专栏 COLUMNS

  • Amy Lien和Enzo Camacho

    受黄边站邀请,Amy Lien和Enzo Camacho于8月16日在广州上阳台介绍他们今年年初在金边的Sa Sa Art Projects驻地时创作的作品。他们以东南亚文化中的神话人物Krasue(泰国:Krasue,柬埔寨:Ahp,菲律宾:Manananggal)为原型,制作了三个仅以器官连接头部的女性形象, 悬挂在半空中。在这三个影像雕塑的下方分别投射着三段圆形影像,以两个男同性恋的爱情故事为线索,通过金边各种消费场所的影像与义乌工人工作的场景互相穿插,解构金边这个城市试图塑造的国际化形象,呈现宣传景观与真实的贫穷状态之间的矛盾性。在Sa Sa Art Projects驻地期间,Amy & Enzo每周举办研讨会,与不同领域的人探讨全球化以及何为当代性的问题,他们最近在中国各地的考察和研究也延续了相关的思考。

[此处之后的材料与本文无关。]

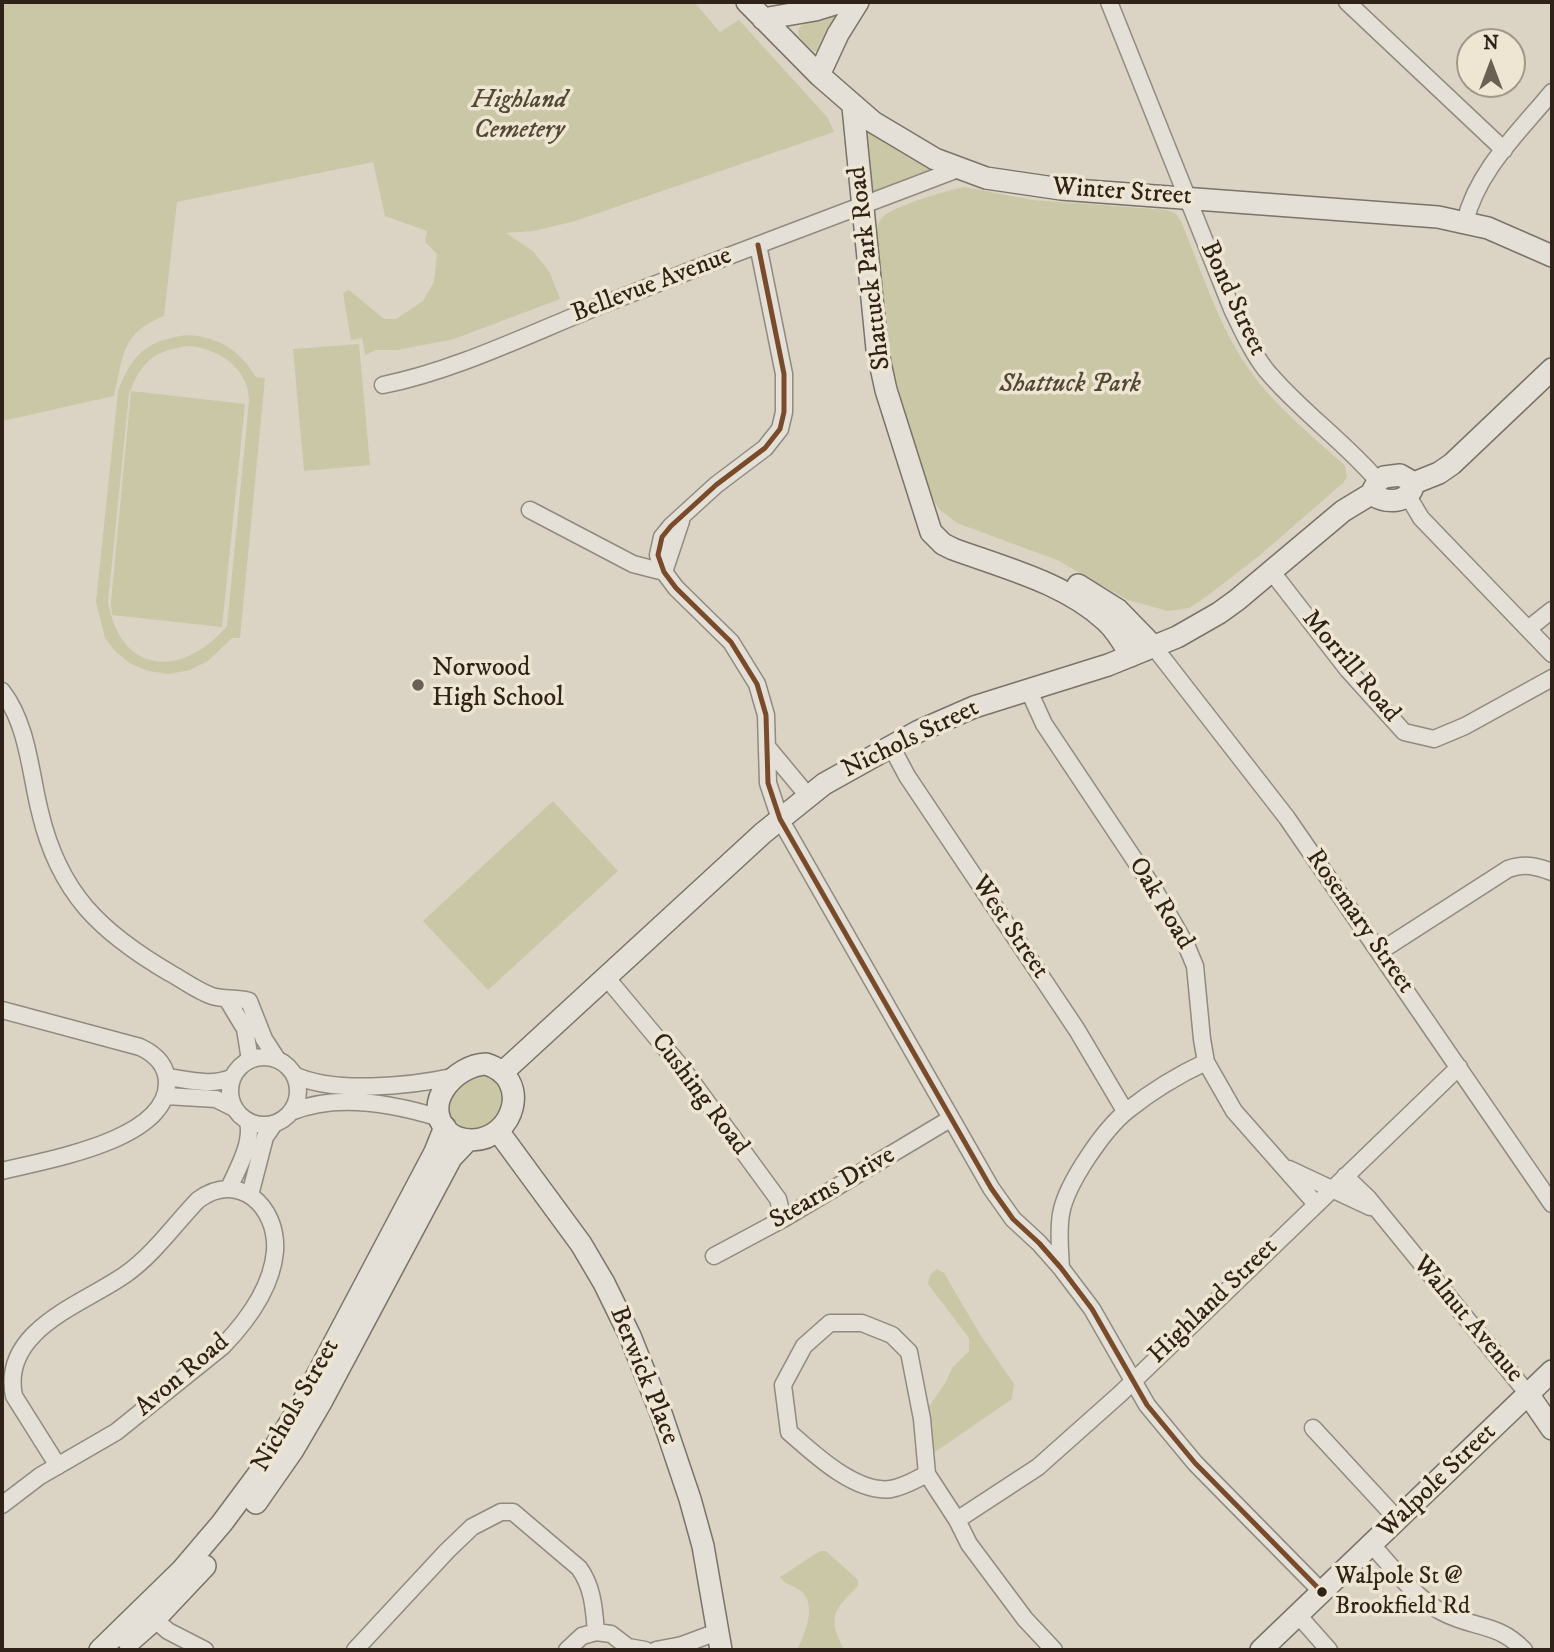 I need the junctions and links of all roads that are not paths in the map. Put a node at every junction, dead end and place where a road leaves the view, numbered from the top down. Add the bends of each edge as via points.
1 (747, 2) edge
2 (841, 2) edge
3 (858, 2) edge
4 (1109, 2) edge
5 (1347, 2) edge
6 (763, 19) junction
7 (818, 75) junction
8 (1552, 92) edge
9 (853, 107) junction
10 (1504, 150) junction
11 (958, 169) junction
12 (1187, 198) junction
13 (862, 204) junction
14 (1465, 222) junction
15 (758, 244) junction
16 (1552, 256) edge
17 (1552, 369) edge
18 (383, 385) dead end
19 (1375, 488) junction
20 (1411, 490) junction
21 (530, 510) dead end
22 (996, 557) junction
23 (664, 572) junction
24 (1272, 572) junction
25 (1552, 610) edge
26 (1528, 629) junction
27 (1154, 647) junction
28 (1552, 654) edge
29 (1131, 656) junction
30 (1552, 678) edge
31 (1028, 690) junction
32 (2, 691) edge
33 (891, 746) junction
34 (769, 749) junction
35 (808, 796) junction
36 (780, 819) junction
37 (1552, 872) edge
38 (1380, 952) junction
39 (606, 976) junction
40 (227, 999) junction
41 (2, 1010) edge
42 (277, 1059) junction
43 (250, 1060) junction
44 (1206, 1062) junction
45 (1459, 1067) junction
46 (503, 1072) junction
47 (294, 1075) junction
48 (233, 1077) junction
49 (452, 1077) junction
50 (167, 1086) junction
51 (234, 1108) junction
52 (1125, 1111) junction
53 (291, 1112) junction
54 (950, 1119) junction
55 (248, 1121) junction
56 (443, 1123) junction
57 (274, 1124) junction
58 (498, 1131) junction
59 (468, 1140) junction
60 (1281, 1164) junction
61 (2, 1171) edge
62 (1345, 1176) junction
63 (229, 1188) junction
64 (1332, 1189) junction
65 (250, 1195) junction
66 (1316, 1204) junction
67 (1552, 1204) edge
68 (1379, 1213) junction
69 (783, 1219) junction
70 (714, 1256) dead end
71 (1061, 1268) junction
72 (1552, 1371) edge
73 (325, 1378) junction
74 (1133, 1379) junction
75 (1528, 1394) junction
76 (1313, 1428) dead end
77 (1552, 1429) edge
78 (58, 1466) junction
79 (926, 1474) junction
80 (2, 1505) edge
81 (957, 1520) junction
82 (1398, 1520) junction
83 (1372, 1545) junction
84 (1322, 1592) junction
85 (149, 1614) junction
86 (1298, 1615) junction
87 (596, 1632) junction
88 (719, 1641) edge
89 (100, 1650) edge
90 (120, 1650) edge
91 (205, 1650) edge
92 (355, 1650) edge
93 (567, 1650) edge
94 (645, 1650) edge
95 (656, 1650) edge
96 (1054, 1650) edge
97 (1261, 1650) edge
98 (1329, 1650) edge
99 (1524, 1650) edge

1 - 6 main road, Winter Street
2 - 6 main road
3 - 7 main road
4 - 12 street, Bond Street
5 - 10 street
6 - 7 main road, Winter Street
7 - 9 main road, Winter Street
8 - 10 street
9 - 11 main road, Winter Street via 894,136
9 - 13 main road, Shattuck Park Road
10 - 14 street via 1479,183
11 - 12 main road, Winter Street via 1014,184
11 - 13 street, Bellevue Avenue
12 - 14 main road, Winter Street via 1416,214
12 - 19 street, Bond Street via 1251,348 1296,403 1358,460
13 - 15 street, Bellevue Avenue
13 - 22 main road, Shattuck Park Road via 878,359 922,507 951,534
14 - 16 main road, Winter Street via 1511,236
15 - 18 street, Bellevue Avenue via 482,353
15 - 23 street via 784,374 780,429 765,448 681,519
17 - 20 main road via 1452,464
19 - 20 main road via 1385,500 1402,499
19 - 24 main road, Nichols Street
20 - 26 street via 1421,518
21 - 23 street via 633,564
22 - 27 main road, Shattuck Park Road via 1051,572 1093,593
22 - 29 main road, Shattuck Park Road via 1088,607 1116,632
23 - 34 street via 731,642 749,669 763,700
24 - 27 main road, Nichols Street via 1219,613
24 - 30 street, Morrill Road via 1348,670 1404,732 1434,739
25 - 26 street
26 - 28 street
27 - 29 main road, Nichols Street
27 - 38 street, Rosemary Street via 1280,808
29 - 31 main road, Nichols Street
31 - 33 main road, Nichols Street via 974,708
31 - 44 street, Oak Road via 1044,724 1162,900 1187,947 1195,966
32 - 40 street via 23,732 53,857 70,888 96,920 139,954 205,993
33 - 35 main road, Nichols Street
33 - 52 street, West Street
34 - 35 street
34 - 36 street via 768,783
35 - 36 main road, Nichols Street
36 - 39 main road, Nichols Street
36 - 54 street
37 - 38 street via 1531,865 1507,869
38 - 45 street, Rosemary Street
39 - 46 main road, Nichols Street
39 - 69 street, Cushing Road via 682,1068 778,1199
40 - 42 street via 249,1000
40 - 43 street via 245,1029
41 - 50 street via 140,1047 155,1055
42 - 43 street
42 - 47 street
43 - 48 street
44 - 52 street
44 - 60 street, Oak Road via 1234,1111
45 - 62 street, Highland Street
45 - 67 street, Rosemary Street
46 - 49 main road via 486,1064
46 - 58 main road via 513,1097 509,1117
47 - 49 street via 310,1082 359,1086
47 - 53 street via 298,1093
48 - 50 street
48 - 51 street via 230,1093
49 - 56 main road via 441,1094
50 - 51 street
50 - 61 street via 150,1117 118,1137 90,1149
51 - 55 street
52 - 71 street via 1084,1163 1061,1210
53 - 56 street via 317,1104 349,1103 401,1108
53 - 57 street
54 - 69 street, Stearns Drive
54 - 71 street via 1013,1219
55 - 57 street
55 - 63 street via 248,1143
56 - 59 main road via 454,1136
56 - 73 main road, Nichols Street via 435,1152
57 - 65 street via 265,1137
58 - 59 main road
58 - 88 main road, Berwick Place via 587,1254 630,1336 690,1499
59 - 73 main road, Nichols Street via 451,1158
60 - 64 street, Oak Road
60 - 66 street, Oak Road
62 - 64 street, Highland Street
62 - 68 street, Walnut Avenue
63 - 65 street
63 - 78 street via 198,1200 141,1262 47,1321 18,1354 10,1383 13,1395
64 - 66 street, Highland Street
64 - 68 street, Walnut Avenue
65 - 78 street, Avon Road via 269,1219 275,1251 270,1275 243,1323 223,1346 116,1432
66 - 74 street, Highland Street
68 - 75 street, Walnut Avenue
69 - 70 street, Stearns Drive
71 - 74 street via 1092,1308
72 - 75 main road, Walpole Street
73 - 85 main road, Nichols Street via 293,1450 258,1500 208,1562
74 - 81 street, Highland Street via 1038,1467
74 - 84 street via 1147,1405 1195,1463
75 - 77 main road, Walnut Avenue
75 - 82 main road, Walpole Street
76 - 82 street
78 - 80 street, Avon Road
79 - 79 street via 922,1419 909,1352 892,1335 862,1323 830,1323 804,1346 782,1385 789,1432 817,1457 863,1486 890,1489
79 - 81 street
81 - 96 street via 969,1544
82 - 83 main road, Walpole Street
83 - 84 main road, Walpole Street
83 - 99 street via 1426,1602 1452,1617 1503,1632
84 - 86 main road, Walpole Street
85 - 89 main road, Nichols Street
85 - 90 main road, Nichols Street
85 - 91 street via 180,1639
86 - 97 main road, Walpole Street
86 - 98 street
87 - 92 street via 587,1578 513,1512 501,1512 472,1527
87 - 93 street via 582,1636
87 - 94 street
88 - 95 street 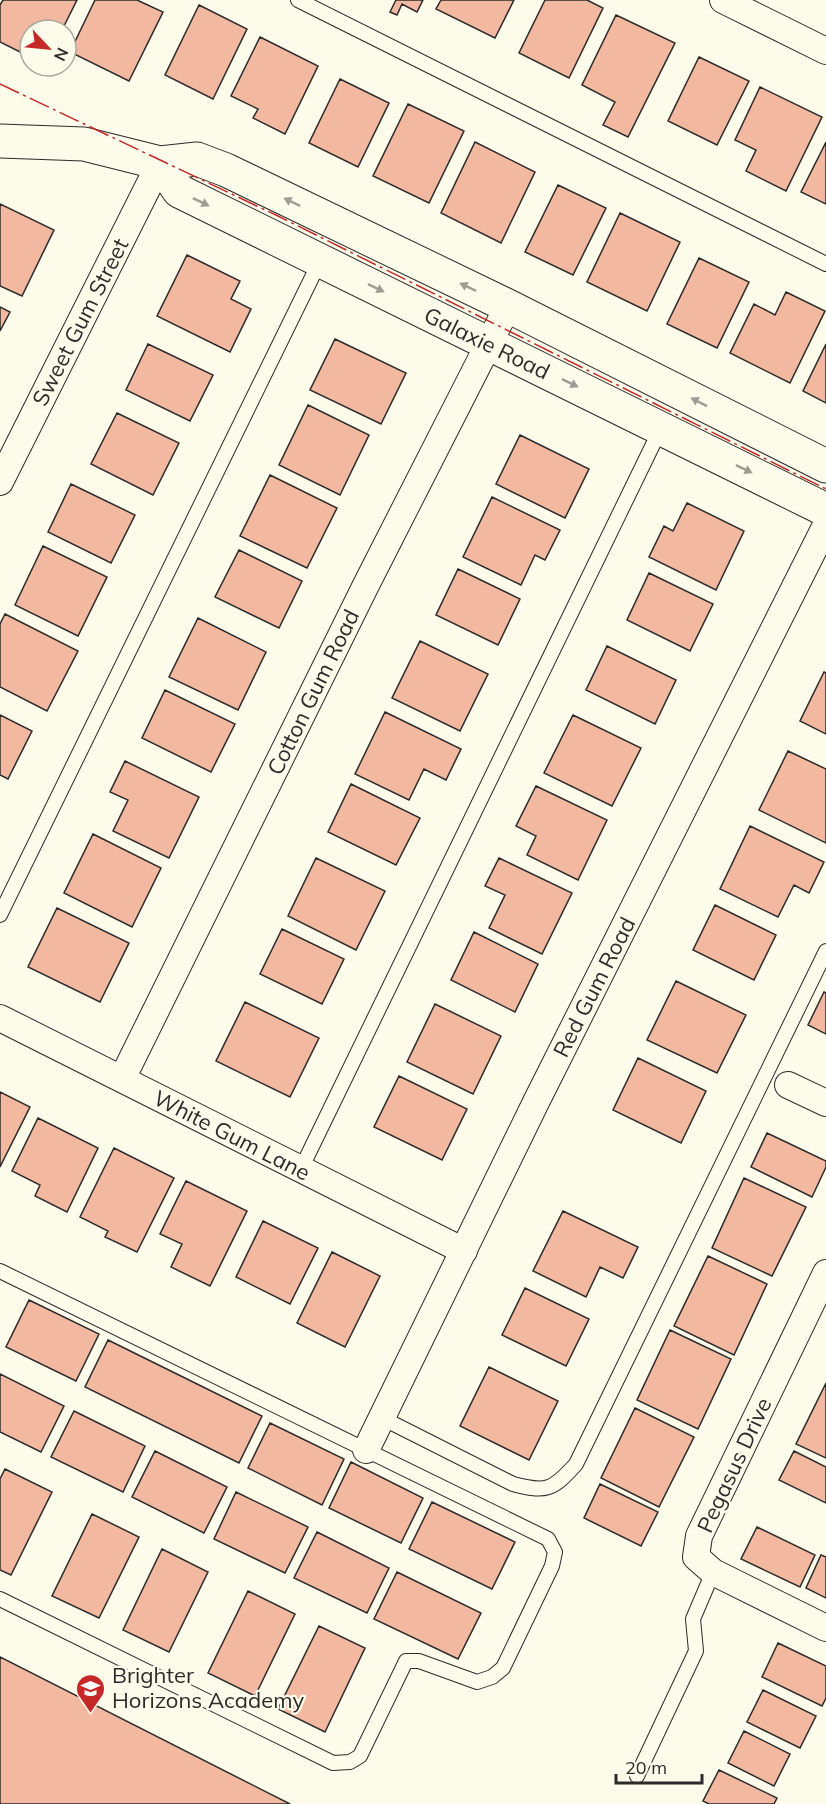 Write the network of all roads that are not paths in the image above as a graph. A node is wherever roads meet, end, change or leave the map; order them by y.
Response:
1 (298, 0) edge
2 (723, 0) edge
3 (826, 51) edge
4 (0, 141) edge
5 (160, 163) junction
6 (320, 261) junction
7 (826, 264) edge
8 (508, 306) junction
9 (489, 343) junction
10 (661, 428) junction
11 (826, 466) edge
12 (0, 482) edge
13 (826, 510) edge
14 (826, 525) edge
15 (0, 915) edge
16 (826, 951) edge
17 (0, 1018) edge
18 (122, 1079) junction
19 (788, 1085) dead end
20 (826, 1103) edge
21 (301, 1169) junction
22 (464, 1251) junction
23 (0, 1271) edge
24 (826, 1273) edge
25 (382, 1418) junction
26 (366, 1450) junction
27 (713, 1572) junction
28 (0, 1599) edge
29 (826, 1628) edge
30 (637, 1776) dead end

1 - 7 lane
2 - 3 street
4 - 5 street, Galaxie Road
5 -> 6 street, Galaxie Road
8 -> 5 street, Galaxie Road
5 - 12 street, Sweet Gum Street
6 -> 9 street, Galaxie Road
6 - 15 lane
8 - 9 street, Cotton Gum Road
11 -> 8 street, Galaxie Road
9 -> 10 street, Galaxie Road
9 - 18 street, Cotton Gum Road
10 -> 13 street, Galaxie Road
10 - 21 lane
14 - 22 street, Red Gum Road
16 - 25 lane
17 - 18 street, White Gum Lane
18 - 21 street, White Gum Lane
19 - 20 street
21 - 22 street, White Gum Lane
22 - 25 street, Red Gum Road
23 - 26 lane
24 - 27 street, Pegasus Drive
25 - 26 street, Red Gum Road
26 - 28 lane
27 - 29 street, Pegasus Drive
27 - 30 lane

    去年秋天我们第一次来中国,那时是在上海的上午艺术空间驻地。期间在义乌的淘宝村做调研时,我们感受到义乌有一种特殊的魅力:当你从义乌火车站出来,可以看到一系列大幅的宣传海报,上面印着微笑的中东人和非洲人,仿佛告诉你来到了一个交易公平的国际市场。一直以来,我们有在各地的中国城买便宜的材料做雕塑的习惯,而到了义乌才发现原来这是我们所有材料的来源地,因为在义乌可以看到世界各地中国城的商品。这就像是建立了一个统一的商品网络,而义乌就是网络中的一个交换点。为了进一步了解商品产业链上的不同节点,今年我们第二次来到中国时,就选择去广东看一看工厂的生产状况,同时我们在东莞的石米空间驻地。期间,朋友带我们去参观了工厂以及工厂附近的村子,了解人们的生活状况。同时我们也阅读了一些与中国的经济政策相关的文本,以辅助我们反思在中国的观察。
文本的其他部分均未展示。